--- START ---

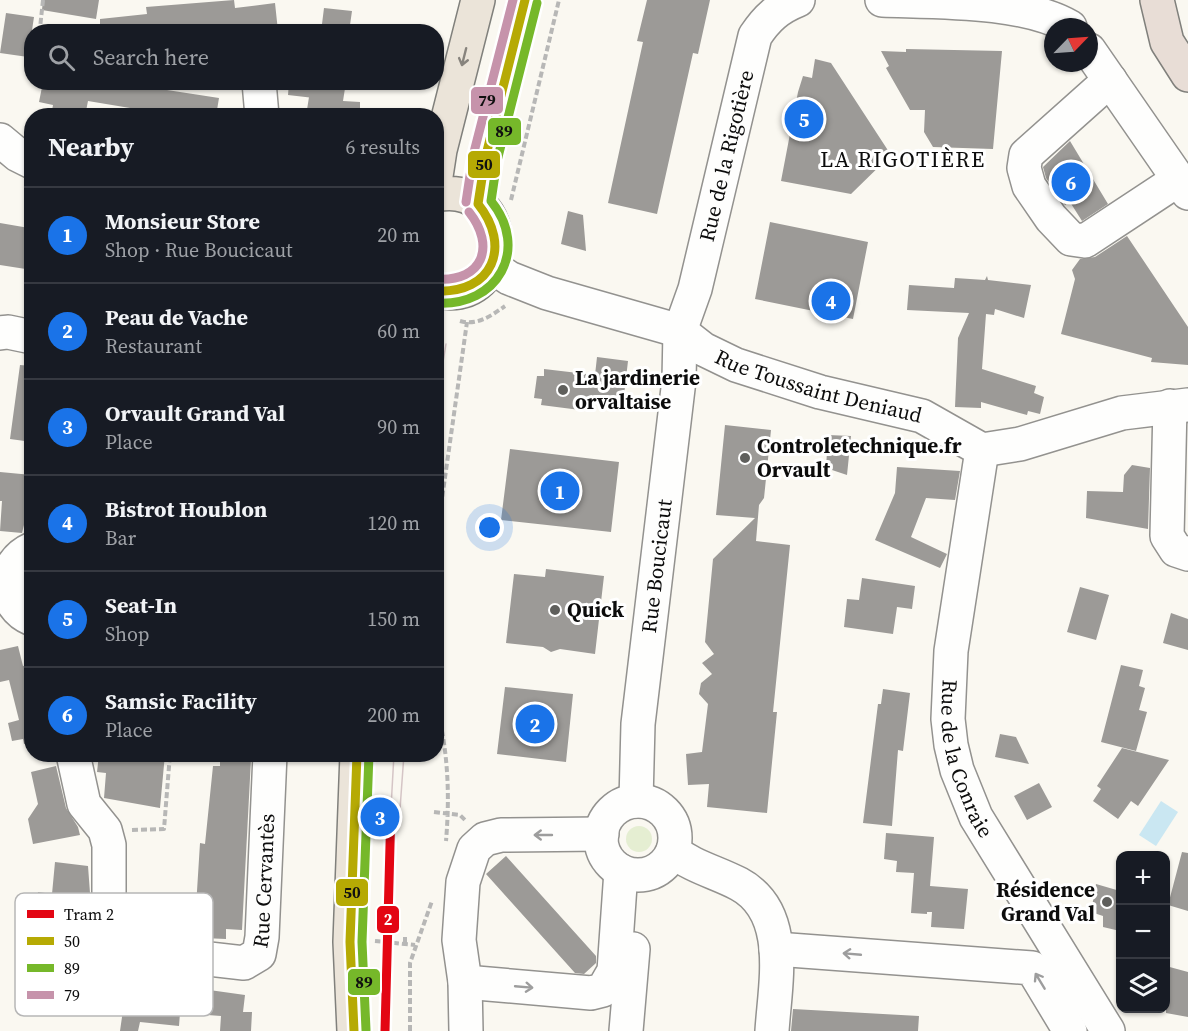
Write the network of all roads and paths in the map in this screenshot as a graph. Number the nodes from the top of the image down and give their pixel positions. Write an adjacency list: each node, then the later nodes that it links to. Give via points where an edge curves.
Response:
1 (43, 0): 11 (path)
2 (478, 0): 18 (main road, one-way to 18)
3 (525, 0): 24 (main road, via 485,159)
4 (560, 0): 23 (path)
5 (798, 0): 27 (street, Rue de la Rigotière, via 766,19 755,36 695,289)
6 (882, 0): 9 (street)
7 (1157, 0): 14 (highway, via 1167,42)
8 (1162, 0): 12 (highway)
9 (1026, 5): 10 (street)
10 (1054, 18)
11 (40, 24)
12 (1188, 37)
13 (1098, 63): 15 (street)
14 (1188, 75)
15 (1110, 80): 21 (street); 21 (street, via 1026,155 1024,168 1034,194 1071,239 1084,241)
16 (260, 90): 17 (street)
17 (261, 108)
18 (444, 134)
19 (0, 140): 20 (street)
20 (24, 158)
21 (1183, 186)
22 (444, 195): 24 (main road, via 460,196)
23 (511, 202)
24 (478, 204): 25 (main road, via 492,222 496,252)
25 (505, 274): 26 (main road, via 466,289); 27 (street, Rue Toussaint Deniaud); 32 (path, via 504,306 483,320 467,323)
26 (444, 292)
27 (680, 331): 31 (street, Rue Toussaint Deniaud, via 703,349 736,365 820,392 921,416); 42 (street, Rue Boucicaut, via 679,380 638,724)
28 (0, 333): 29 (street)
29 (24, 335)
30 (1179, 405): 31 (street, via 1122,413 1020,444); 34 (street, via 1167,537 1176,550)
31 (982, 450): 63 (street, Rue de la Conraie, via 951,651 951,745 976,817)
32 (444, 485)
33 (24, 552): 35 (street, via 12,562)
34 (1188, 554)
35 (2, 595): 36 (street)
36 (24, 616)
37 (444, 734): 45 (path, via 449,773)
38 (75, 762): 43 (street, via 84,804)
39 (169, 762): 43 (path, via 164,829)
40 (270, 762): 55 (street, Rue Cervantès, via 259,954 244,963)
41 (357, 762): 57 (main road, via 350,942)
42 (636, 801): 44 (street, via 617,808 604,824); 46 (street, via 660,808 668,816 675,833)
43 (105, 830): 48 (street, Rue Cervantès, via 109,845)
44 (602, 834): 47 (street, via 606,856); 56 (street, one-way to 56, via 501,835 485,839 474,849 463,882 459,940)
45 (446, 848)
46 (674, 851): 47 (street, via 660,869); 54 (street, via 688,863 751,892 769,918)
47 (630, 873): 56 (street, one-way to 47, via 591,993 603,990 614,971); 60 (street)
48 (109, 893)
49 (435, 893): 53 (path)
50 (376, 934): 52 (path, via 375,941)
51 (405, 934): 52 (path)
52 (405, 943): 53 (path)
53 (416, 945): 58 (path, via 409,970)
54 (776, 949): 61 (street); 62 (street, one-way to 54, via 1032,968)
55 (213, 959)
56 (465, 982): 59 (street)
57 (354, 1031)
58 (410, 1031)
59 (466, 1031)
60 (626, 1031)
61 (772, 1031)
62 (1070, 1031)
63 (1108, 1031)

--- END ---

§ Activity
State the number of lines in the records that include "Cervantès", and write nothing else.

§ Answer to the exercise
2